Which lines in the data contain the word "Judicial"? Please copy each of them.

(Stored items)
++++++++++++++++++++

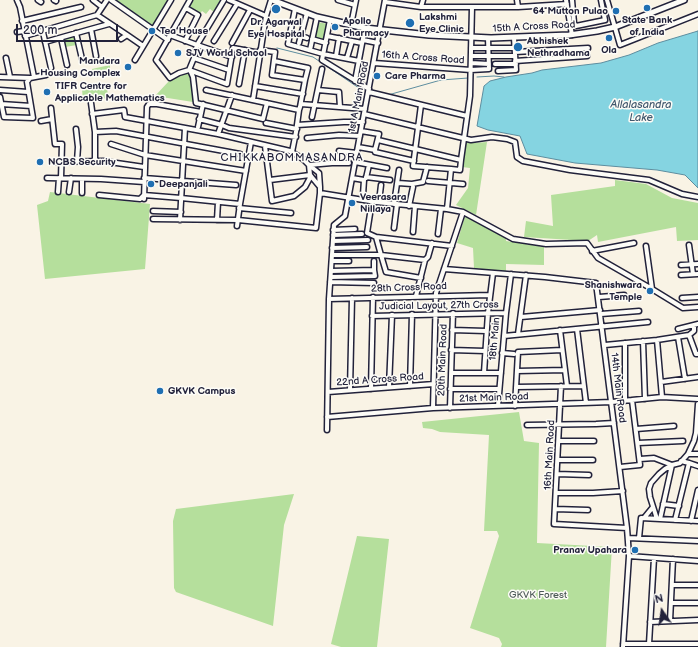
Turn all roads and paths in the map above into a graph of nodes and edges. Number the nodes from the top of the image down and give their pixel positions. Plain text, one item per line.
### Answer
1 (17, 0) edge
2 (93, 0) edge
3 (107, 0) edge
4 (111, 0) edge
5 (171, 0) edge
6 (190, 0) edge
7 (224, 0) edge
8 (229, 0) edge
9 (272, 0) edge
10 (338, 0) edge
11 (356, 0) edge
12 (422, 0) edge
13 (517, 0) edge
14 (538, 0) edge
15 (572, 0) edge
16 (601, 0) edge
17 (607, 0) edge
18 (684, 0) edge
19 (385, 1) edge
20 (567, 2) edge
21 (237, 4) junction
22 (355, 5) junction
23 (539, 6) junction
24 (81, 7) dead end
25 (102, 7) junction
26 (422, 7) junction
27 (186, 8) junction
28 (472, 8) junction
29 (518, 8) junction
30 (295, 9) junction
31 (250, 10) junction
32 (307, 13) junction
33 (698, 14) edge
34 (97, 15) junction
35 (266, 16) junction
36 (317, 17) junction
37 (330, 20) junction
38 (22, 21) junction
39 (595, 23) junction
40 (109, 24) junction
41 (587, 24) junction
42 (351, 26) junction
43 (615, 27) junction
44 (365, 28) junction
45 (91, 29) junction
46 (152, 29) junction
47 (380, 30) junction
48 (597, 31) junction
49 (17, 32) dead end
50 (43, 32) junction
51 (589, 32) junction
52 (76, 33) junction
53 (25, 34) junction
54 (572, 34) junction
55 (127, 35) junction
56 (301, 36) junction
57 (327, 36) junction
58 (169, 37) junction
59 (61, 38) junction
60 (307, 38) dead end
61 (339, 38) junction
62 (471, 38) junction
63 (488, 38) junction
64 (514, 38) junction
65 (121, 39) dead end
66 (312, 39) junction
67 (185, 41) junction
68 (214, 41) dead end
69 (352, 41) junction
70 (362, 41) junction
71 (45, 42) junction
72 (299, 42) dead end
73 (232, 43) dead end
74 (326, 43) junction
75 (378, 43) junction
76 (197, 45) junction
77 (143, 46) junction
78 (471, 48) junction
79 (489, 48) junction
80 (588, 48) dead end
81 (245, 50) junction
82 (310, 50) junction
83 (552, 50) junction
84 (260, 52) junction
85 (323, 54) junction
86 (96, 56) dead end
87 (336, 56) junction
88 (471, 56) junction
89 (489, 56) junction
90 (515, 56) junction
91 (587, 56) dead end
92 (232, 57) junction
93 (6, 58) dead end
94 (194, 58) junction
95 (347, 58) junction
96 (82, 59) dead end
97 (553, 59) junction
98 (135, 60) dead end
99 (274, 61) junction
100 (359, 61) junction
101 (374, 63) junction
102 (471, 63) junction
103 (489, 64) junction
104 (495, 64) dead end
105 (67, 65) dead end
106 (51, 68) dead end
107 (322, 69) dead end
108 (189, 70) junction
109 (229, 70) junction
110 (472, 70) junction
111 (498, 71) dead end
112 (46, 75) dead end
113 (0, 77) edge
114 (10, 77) junction
115 (32, 77) junction
116 (305, 80) junction
117 (355, 81) junction
118 (239, 84) dead end
119 (255, 86) junction
120 (0, 90) edge
121 (206, 90) dead end
122 (318, 90) junction
123 (369, 91) junction
124 (28, 92) junction
125 (303, 94) junction
126 (232, 95) junction
127 (0, 97) edge
128 (253, 100) junction
129 (91, 103) dead end
130 (267, 103) junction
131 (1, 104) junction
132 (203, 104) junction
133 (301, 104) junction
134 (421, 105) junction
135 (31, 106) junction
136 (314, 106) junction
137 (340, 107) junction
138 (51, 108) dead end
139 (366, 108) junction
140 (227, 110) junction
141 (298, 110) junction
142 (201, 112) junction
143 (92, 114) junction
144 (364, 114) junction
145 (467, 116) junction
146 (312, 117) dead end
147 (52, 119) junction
148 (200, 119) junction
149 (146, 120) junction
150 (41, 121) dead end
151 (363, 122) junction
152 (266, 123) dead end
153 (222, 125) junction
154 (198, 127) dead end
155 (297, 127) junction
156 (186, 128) junction
157 (418, 128) junction
158 (76, 129) dead end
159 (95, 132) junction
160 (361, 133) junction
161 (218, 134) junction
162 (146, 137) junction
163 (296, 137) junction
164 (307, 138) dead end
165 (464, 138) junction
166 (378, 140) junction
167 (251, 142) junction
168 (111, 144) dead end
169 (184, 145) junction
170 (265, 146) junction
171 (358, 147) junction
172 (415, 149) junction
173 (375, 150) junction
174 (292, 152) junction
175 (339, 152) dead end
176 (357, 153) junction
177 (240, 154) dead end
178 (145, 155) junction
179 (461, 160) junction
180 (77, 161) junction
181 (95, 161) junction
182 (414, 161) junction
183 (56, 162) dead end
184 (62, 162) junction
185 (184, 162) junction
186 (355, 162) junction
187 (348, 163) dead end
188 (309, 165) junction
189 (369, 165) junction
190 (144, 167) junction
191 (427, 167) junction
192 (387, 168) dead end
193 (451, 169) junction
194 (399, 170) dead end
195 (246, 171) junction
196 (310, 176) junction
197 (48, 178) dead end
198 (60, 178) junction
199 (71, 178) junction
200 (82, 178) junction
201 (352, 178) junction
202 (365, 179) junction
203 (144, 180) junction
204 (182, 180) junction
205 (270, 180) junction
206 (390, 180) dead end
207 (428, 181) dead end
208 (398, 183) junction
209 (450, 184) junction
210 (463, 184) dead end
211 (236, 185) dead end
212 (381, 185) dead end
213 (320, 187) junction
214 (413, 187) dead end
215 (58, 192) dead end
216 (70, 192) dead end
217 (82, 193) dead end
218 (320, 193) junction
219 (99, 195) dead end
220 (363, 195) dead end
221 (144, 197) junction
222 (348, 197) junction
223 (698, 197) edge
224 (182, 198) junction
225 (272, 201) junction
226 (372, 201) junction
227 (218, 202) junction
228 (379, 202) junction
229 (396, 204) junction
230 (240, 206) junction
231 (409, 206) junction
232 (415, 206) junction
233 (441, 209) junction
234 (447, 210) junction
235 (154, 211) dead end
236 (271, 211) junction
237 (181, 212) junction
238 (463, 212) junction
239 (291, 214) dead end
240 (153, 219) dead end
241 (180, 220) junction
242 (217, 220) junction
243 (238, 220) junction
244 (237, 226) dead end
245 (394, 228) dead end
246 (355, 229) dead end
247 (333, 230) junction
248 (413, 232) dead end
249 (362, 234) dead end
250 (438, 234) dead end
251 (333, 235) junction
252 (376, 237) junction
253 (368, 240) dead end
254 (333, 241) junction
255 (432, 243) junction
256 (634, 243) dead end
257 (689, 245) dead end
258 (452, 246) junction
259 (646, 246) dead end
260 (367, 247) dead end
261 (332, 248) junction
262 (592, 251) junction
263 (332, 255) junction
264 (381, 255) junction
265 (425, 260) junction
266 (332, 261) junction
267 (349, 261) dead end
268 (374, 261) dead end
269 (692, 264) junction
270 (698, 264) edge
271 (681, 265) dead end
272 (444, 269) junction
273 (374, 270) junction
274 (331, 271) junction
275 (493, 273) junction
276 (511, 274) junction
277 (693, 274) junction
278 (698, 274) edge
279 (681, 275) dead end
280 (526, 276) junction
281 (331, 277) junction
282 (421, 278) junction
283 (330, 282) junction
284 (374, 283) dead end
285 (652, 289) junction
286 (490, 295) junction
287 (624, 295) dead end
288 (416, 296) junction
289 (436, 296) junction
290 (373, 297) junction
291 (599, 297) junction
292 (698, 297) edge
293 (352, 298) junction
294 (682, 298) dead end
295 (330, 299) junction
296 (698, 307) edge
297 (639, 311) dead end
298 (600, 312) junction
299 (435, 313) junction
300 (453, 313) junction
301 (488, 313) junction
302 (506, 313) junction
303 (412, 314) junction
304 (392, 315) junction
305 (372, 316) junction
306 (521, 317) junction
307 (648, 322) dead end
308 (696, 325) edge
309 (602, 326) junction
310 (577, 329) junction
311 (678, 329) dead end
312 (452, 330) junction
313 (560, 330) junction
314 (486, 331) junction
315 (518, 334) junction
316 (689, 335) junction
317 (504, 336) junction
318 (678, 337) junction
319 (657, 340) junction
320 (643, 341) junction
321 (625, 343) junction
322 (604, 345) junction
323 (452, 350) junction
324 (562, 350) junction
325 (485, 351) junction
326 (502, 353) junction
327 (516, 353) junction
328 (698, 354) edge
329 (565, 370) junction
330 (517, 371) junction
331 (451, 373) junction
332 (484, 373) junction
333 (501, 373) junction
334 (698, 378) edge
335 (685, 379) junction
336 (661, 382) junction
337 (434, 384) junction
338 (410, 386) junction
339 (561, 386) junction
340 (567, 386) junction
341 (584, 386) junction
342 (516, 387) junction
343 (389, 388) junction
344 (371, 389) junction
345 (450, 389) junction
346 (499, 389) junction
347 (350, 390) junction
348 (328, 392) junction
349 (662, 397) junction
350 (645, 399) junction
351 (698, 399) edge
352 (632, 400) junction
353 (625, 401) junction
354 (612, 402) junction
355 (586, 403) junction
356 (561, 404) junction
357 (698, 404) edge
358 (498, 406) junction
359 (515, 406) junction
360 (433, 408) junction
361 (450, 408) junction
362 (327, 417) junction
363 (614, 423) junction
364 (527, 425) dead end
365 (560, 425) junction
366 (674, 426) dead end
367 (636, 429) junction
368 (327, 430) dead end
369 (559, 441) junction
370 (594, 441) dead end
371 (683, 441) dead end
372 (638, 443) junction
373 (688, 454) junction
374 (698, 454) edge
375 (640, 459) junction
376 (558, 460) junction
377 (593, 460) dead end
378 (682, 461) junction
379 (689, 463) junction
380 (672, 465) junction
381 (698, 466) edge
382 (620, 467) junction
383 (557, 474) junction
384 (589, 475) dead end
385 (698, 490) edge
386 (623, 491) junction
387 (556, 493) junction
388 (663, 504) junction
389 (679, 506) junction
390 (653, 507) junction
391 (555, 509) junction
392 (588, 510) dead end
393 (644, 518) junction
394 (658, 519) junction
395 (675, 520) junction
396 (691, 520) junction
397 (698, 521) edge
398 (627, 528) junction
399 (628, 538) junction
400 (639, 538) junction
401 (698, 541) edge
402 (629, 556) junction
403 (654, 558) junction
404 (673, 559) junction
405 (698, 562) edge
406 (672, 585) junction
407 (698, 585) edge
408 (671, 603) junction
409 (698, 603) edge
410 (698, 620) edge
411 (670, 621) junction
412 (650, 622) junction
413 (649, 644) junction
414 (698, 644) edge
415 (623, 646) edge

1 - 38 street
2 - 25 street
3 - 25 street
4 - 46 street
5 - 46 street
6 - 27 street
7 - 76 street
8 - 21 street
9 - 30 main road, 15th A Cross Road
9 - 35 street
10 - 22 street
11 - 22 street
12 - 26 street
13 - 29 street
14 - 23 street
15 - 41 street
16 - 39 street
17 - 43 street
18 - 43 main road, 15th A Cross Road
19 - 26 street
19 - 47 street, 1st A Main Road
20 - 23 street
20 - 54 street
21 - 31 street
21 - 68 street
22 - 42 street
23 - 29 street
24 - 38 street
25 - 34 street
26 - 28 street
27 - 58 street
27 - 67 street
28 - 29 street
28 - 62 street
30 - 32 main road, 15th A Cross Road
30 - 82 street
31 - 35 street
31 - 73 street
32 - 36 main road, 15th A Cross Road
32 - 56 street
33 - 43 street
34 - 40 street
34 - 50 street
35 - 84 street
36 - 37 main road, 15th A Cross Road
36 - 66 street
37 - 42 main road, 15th A Cross Road
37 - 57 street
38 - 53 street
39 - 41 street
39 - 48 street
40 - 45 street
40 - 55 street
41 - 51 street
42 - 44 main road, 15th A Cross Road
43 - 48 main road, 15th A Cross Road
44 - 47 main road, 15th A Cross Road
44 - 70 street
45 - 52 street
45 - 86 street
46 - 58 street
46 - 77 street
47 - 62 main road, 15th A Cross Road
47 - 75 street, 1st A Main Road
48 - 51 main road, 15th A Cross Road
49 - 53 street
50 - 53 street
50 - 71 street
51 - 54 main road, 15th A Cross Road
52 - 59 street
52 - 96 street
53 - 115 street
54 - 64 main road, 15th A Cross Road
55 - 65 street
55 - 77 street
56 - 60 street
56 - 72 street
57 - 61 street
57 - 74 street
58 - 67 street
58 - 108 street
59 - 71 street
59 - 105 street
61 - 69 street
61 - 87 street
62 - 63 main road, 15th A Cross Road
62 - 78 street
63 - 64 main road, 15th A Cross Road
63 - 79 street
64 - 90 street
66 - 74 street
66 - 82 street
67 - 76 street
69 - 70 street
69 - 95 street
70 - 75 street
70 - 100 street
71 - 106 street
74 - 85 street
75 - 101 street, 1st A Main Road
76 - 92 street
76 - 94 street
77 - 98 street
78 - 79 street
78 - 88 street
79 - 89 street
79 - 90 street
80 - 83 street
81 - 84 street
81 - 92 street
81 - 118 street
82 - 85 street
83 - 90 street
83 - 97 street
84 - 99 street
84 - 119 street
85 - 87 street
85 - 117 street
87 - 95 street
88 - 89 street
88 - 102 street
89 - 90 street
89 - 103 street
90 - 97 street
90 - 104 street
90 - 111 street
91 - 97 street
92 - 109 street
93 - 114 street
94 - 108 street
94 - 109 street
95 - 100 street
99 - 116 street
99 - 116 street
100 - 117 street
101 - 110 street, 16th A Cross Road
101 - 123 street, 1st A Main Road
102 - 103 street
102 - 110 street
103 - 110 street, 16th A Cross Road
107 - 122 street
108 - 109 street
108 - 132 street
110 - 145 street
112 - 115 street
113 - 114 street
114 - 115 street
115 - 124 street
116 - 125 street
117 - 123 street
119 - 125 street
119 - 128 street
120 - 124 street
121 - 126 street
122 - 136 street
122 - 137 street
123 - 134 street
123 - 139 street, 1st A Main Road
124 - 135 street
125 - 133 street
126 - 128 street
126 - 140 street
127 - 131 street
128 - 130 street
129 - 143 street
130 - 140 street
130 - 141 street
131 - 135 street
131 - 135 street
132 - 140 street
132 - 142 street
133 - 136 street
133 - 141 street
134 - 145 street
134 - 157 street
136 - 137 street
136 - 146 street
137 - 139 street
138 - 147 street
139 - 144 street, 1st A Main Road
140 - 153 street
141 - 155 street
142 - 148 street
142 - 149 street
143 - 149 street
143 - 159 street
144 - 151 street, 1st A Main Road
144 - 157 street
145 - 165 street
147 - 150 street
147 - 184 street
148 - 153 street
148 - 154 street
149 - 156 street
149 - 162 street
151 - 155 street
151 - 160 street, 1st A Main Road
152 - 155 street
153 - 161 street
153 - 163 street
155 - 163 street
156 - 161 street
156 - 169 street
157 - 165 street
157 - 172 street
158 - 180 street
159 - 162 street
159 - 181 street
160 - 164 street
160 - 166 street
160 - 171 street, 1st A Main Road
161 - 167 street
162 - 169 street
162 - 178 street
163 - 174 street
165 - 179 street
165 - 223 street
166 - 172 street
166 - 173 street
167 - 170 street
167 - 195 street
168 - 178 street
169 - 177 street
169 - 185 street
170 - 174 street
170 - 205 street
171 - 173 street
171 - 176 street, 1st A Main Road
172 - 179 street
172 - 182 street
173 - 182 street
174 - 188 street
175 - 176 street
176 - 186 street, 1st A Main Road
178 - 185 street
178 - 190 street
179 - 193 street
180 - 181 street
180 - 184 street
181 - 190 street
182 - 191 street
183 - 184 street
184 - 198 street
185 - 195 street
185 - 204 street
186 - 189 street
186 - 201 street, 1st A Main Road
187 - 188 street
188 - 196 street
188 - 213 street
189 - 192 street
189 - 202 street
190 - 203 street
191 - 193 street
191 - 208 street
193 - 209 street
194 - 208 street
195 - 230 street
196 - 205 street
196 - 213 street
196 - 225 street
197 - 198 street
198 - 199 street
198 - 215 street
199 - 200 street
199 - 216 street
200 - 203 street
200 - 217 street
201 - 202 street
201 - 222 street, 1st A Main Road
202 - 206 street
202 - 220 street
203 - 204 street
203 - 221 street
204 - 211 street
204 - 224 street
205 - 225 street
207 - 209 street
208 - 229 street
209 - 210 street
209 - 234 street
212 - 228 street
213 - 218 street
214 - 231 street
218 - 222 street
218 - 243 street
219 - 221 street
221 - 224 street
222 - 226 street
222 - 247 street, 1st A Main Road
224 - 227 street
224 - 237 street
225 - 236 street
226 - 228 street
226 - 252 street
227 - 230 street
227 - 242 street
228 - 229 street
229 - 231 street
229 - 245 street
230 - 236 street
230 - 243 street
231 - 232 street
232 - 233 street
232 - 248 street
233 - 234 street
233 - 250 street
234 - 238 street
235 - 237 street
236 - 239 street
237 - 241 street
238 - 258 street
238 - 262 street
240 - 241 street
241 - 242 street
242 - 243 street
243 - 244 street
246 - 247 street
247 - 251 street
249 - 251 street
251 - 254 street
252 - 255 street
252 - 264 street
253 - 254 street
254 - 261 street
255 - 258 street
255 - 265 street
256 - 262 street
257 - 269 street
258 - 272 street
259 - 285 street
260 - 261 street
261 - 263 street
262 - 285 street
263 - 264 street
263 - 266 street
264 - 265 street
264 - 282 street
265 - 282 street
266 - 267 street
266 - 274 street
268 - 273 street
269 - 270 street
269 - 271 street
269 - 277 street
272 - 275 street, 14th Main Road
272 - 289 street
273 - 274 street
273 - 281 street
274 - 281 street
275 - 276 street, 14th Main Road
275 - 286 street
276 - 280 street, 14th Main Road
276 - 302 street, 18th Main
277 - 278 street
277 - 279 street
280 - 291 street, 14th Main Road
280 - 306 street
281 - 283 street
282 - 288 street
283 - 284 street
283 - 295 street
285 - 296 street
286 - 289 street, 28th Cross Road
286 - 301 street
287 - 291 street
288 - 289 street, 28th Cross Road
288 - 290 street, 28th Cross Road
289 - 299 street
290 - 293 street, 28th Cross Road
290 - 305 street
291 - 298 street, 14th Main Road
292 - 294 street
293 - 295 street, 28th Cross Road
293 - 347 street
295 - 348 street
297 - 298 street
298 - 306 street
298 - 309 street, 14th Main Road
299 - 300 street, Judicial Layout, 27th Cross
299 - 303 street, Judicial Layout, 27th Cross
299 - 337 street
300 - 301 street, Judicial Layout, 27th Cross
300 - 312 street, 20th Main Road
301 - 302 street, Judicial Layout, 27th Cross
301 - 314 street
302 - 317 street, 18th Main
303 - 304 street, Judicial Layout, 27th Cross
303 - 338 street
304 - 305 street, Judicial Layout, 27th Cross
304 - 343 street
305 - 344 street
306 - 315 street
307 - 309 street
308 - 311 street
308 - 316 street
309 - 310 street
309 - 322 street, 14th Main Road
310 - 313 street
310 - 341 street
312 - 314 street
312 - 323 street, 20th Main Road
313 - 315 street
313 - 324 street
314 - 325 street
315 - 317 street
316 - 318 street
316 - 328 street
317 - 326 street, 18th Main
318 - 319 street
318 - 335 street
319 - 320 street
319 - 336 street
320 - 321 street
320 - 350 street
321 - 322 street
321 - 353 street
322 - 354 street, 14th Main Road
323 - 325 street
323 - 331 street, 20th Main Road
324 - 327 street
324 - 329 street
325 - 332 street
326 - 327 street
326 - 333 street, 18th Main
327 - 330 street
329 - 330 street
329 - 340 street
330 - 342 street
331 - 332 street
331 - 345 street, 20th Main Road
332 - 333 street
333 - 346 street, 18th Main
334 - 335 street
335 - 336 street
336 - 349 street
337 - 338 street, 22nd A Cross Road
337 - 360 street
338 - 343 street, 22nd A Cross Road
339 - 340 street
339 - 342 street
339 - 356 street, 16th Main Road
340 - 341 street
341 - 355 street
342 - 359 street
343 - 344 street, 22nd A Cross Road
344 - 347 street, 22nd A Cross Road
345 - 346 street
345 - 361 street, 20th Main Road
346 - 358 street, 18th Main
347 - 348 street, 22nd A Cross Road
348 - 362 street
349 - 350 street, 21st Main Road
349 - 351 street, 21st Main Road
350 - 352 street, 21st Main Road
352 - 353 street, 21st Main Road
352 - 367 street
353 - 354 street, 21st Main Road
354 - 355 street, 21st Main Road
354 - 363 street, 14th Main Road
355 - 356 street, 21st Main Road
356 - 359 street, 21st Main Road
356 - 365 street, 16th Main Road
357 - 373 street
358 - 359 street, 21st Main Road
358 - 361 street, 21st Main Road
360 - 361 street, 21st Main Road
360 - 362 street, 21st Main Road
362 - 368 street
363 - 365 street
363 - 382 street, 14th Main Road
364 - 365 street
365 - 369 street, 16th Main Road
366 - 367 street
367 - 372 street
369 - 370 street
369 - 376 street, 16th Main Road
371 - 372 street
372 - 375 street
373 - 374 street
373 - 378 street
375 - 380 street
375 - 382 street
376 - 377 street
376 - 383 street, 16th Main Road
378 - 379 street
378 - 380 street
379 - 381 street
379 - 389 street
380 - 388 street
380 - 390 street
382 - 386 street, 14th Main Road
383 - 384 street
383 - 387 street, 16th Main Road
385 - 396 street
386 - 387 street
386 - 398 street, 14th Main Road
387 - 391 street, 16th Main Road
388 - 389 street
388 - 394 street
389 - 395 street
390 - 393 street
390 - 394 street
391 - 392 street
391 - 398 street, 16th Main Road
393 - 394 street
393 - 400 street
394 - 395 street
395 - 396 street
396 - 397 street
398 - 399 street, 14th Main Road
399 - 400 street
399 - 402 street, 14th Main Road
400 - 401 street
402 - 403 street
402 - 415 street, 14th Main Road
403 - 404 street
403 - 412 street
404 - 405 street
404 - 406 street
406 - 407 street
406 - 408 street
408 - 409 street
408 - 411 street
410 - 411 street
411 - 412 street
412 - 413 street
413 - 414 street
413 - 415 street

++++++++++++++++++++

(ANSWER SECTION):
299 - 300 street, Judicial Layout, 27th Cross
299 - 303 street, Judicial Layout, 27th Cross
300 - 301 street, Judicial Layout, 27th Cross
301 - 302 street, Judicial Layout, 27th Cross
303 - 304 street, Judicial Layout, 27th Cross
304 - 305 street, Judicial Layout, 27th Cross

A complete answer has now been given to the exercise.